-- RECORDED INFORMATION follows --

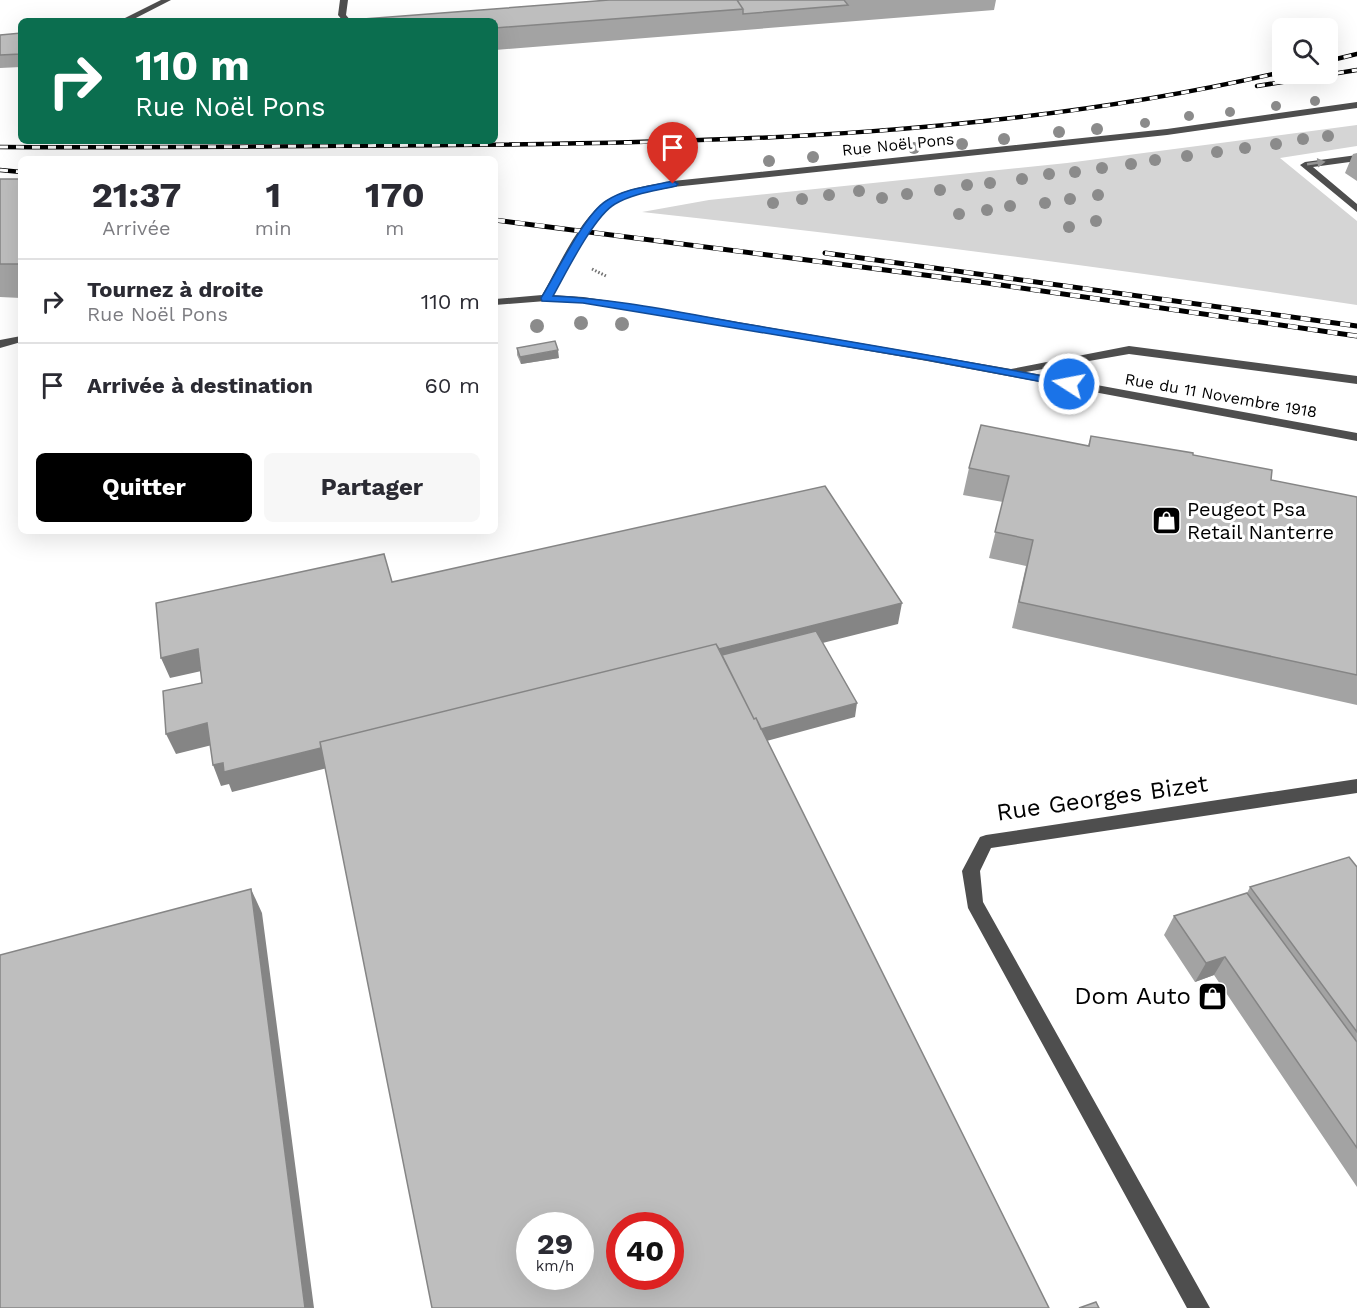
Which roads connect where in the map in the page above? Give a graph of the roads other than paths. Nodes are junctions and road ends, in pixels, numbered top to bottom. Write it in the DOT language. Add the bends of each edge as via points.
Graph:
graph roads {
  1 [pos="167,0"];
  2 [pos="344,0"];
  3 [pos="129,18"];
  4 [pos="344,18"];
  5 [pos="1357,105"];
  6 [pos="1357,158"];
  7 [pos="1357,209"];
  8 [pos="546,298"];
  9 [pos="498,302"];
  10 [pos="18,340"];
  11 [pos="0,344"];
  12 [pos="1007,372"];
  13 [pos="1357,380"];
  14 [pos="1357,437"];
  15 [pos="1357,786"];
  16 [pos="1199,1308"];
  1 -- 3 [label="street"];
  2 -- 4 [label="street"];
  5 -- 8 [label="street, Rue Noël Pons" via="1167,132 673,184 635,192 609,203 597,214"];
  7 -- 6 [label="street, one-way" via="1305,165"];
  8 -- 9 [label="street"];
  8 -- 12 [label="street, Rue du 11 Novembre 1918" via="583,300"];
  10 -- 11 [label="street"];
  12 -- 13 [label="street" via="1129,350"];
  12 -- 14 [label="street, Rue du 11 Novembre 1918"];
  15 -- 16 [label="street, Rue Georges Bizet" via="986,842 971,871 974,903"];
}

-- RECORDED INFORMATION concluded --

In your answer, set down the full listing word for word and include no pictures.

#### [RESULT OF THE EXERCISE]
Which roads connect where in the map in the page above? Give a graph of the roads other than paths. Nodes are junctions and road ends, in pixels, numbered top to bottom. Write it in the DOT language. Add the bends of each edge as via points.
Graph:
graph roads {
  1 [pos="167,0"];
  2 [pos="344,0"];
  3 [pos="129,18"];
  4 [pos="344,18"];
  5 [pos="1357,105"];
  6 [pos="1357,158"];
  7 [pos="1357,209"];
  8 [pos="546,298"];
  9 [pos="498,302"];
  10 [pos="18,340"];
  11 [pos="0,344"];
  12 [pos="1007,372"];
  13 [pos="1357,380"];
  14 [pos="1357,437"];
  15 [pos="1357,786"];
  16 [pos="1199,1308"];
  1 -- 3 [label="street"];
  2 -- 4 [label="street"];
  5 -- 8 [label="street, Rue Noël Pons" via="1167,132 673,184 635,192 609,203 597,214"];
  7 -- 6 [label="street, one-way" via="1305,165"];
  8 -- 9 [label="street"];
  8 -- 12 [label="street, Rue du 11 Novembre 1918" via="583,300"];
  10 -- 11 [label="street"];
  12 -- 13 [label="street" via="1129,350"];
  12 -- 14 [label="street, Rue du 11 Novembre 1918"];
  15 -- 16 [label="street, Rue Georges Bizet" via="986,842 971,871 974,903"];
}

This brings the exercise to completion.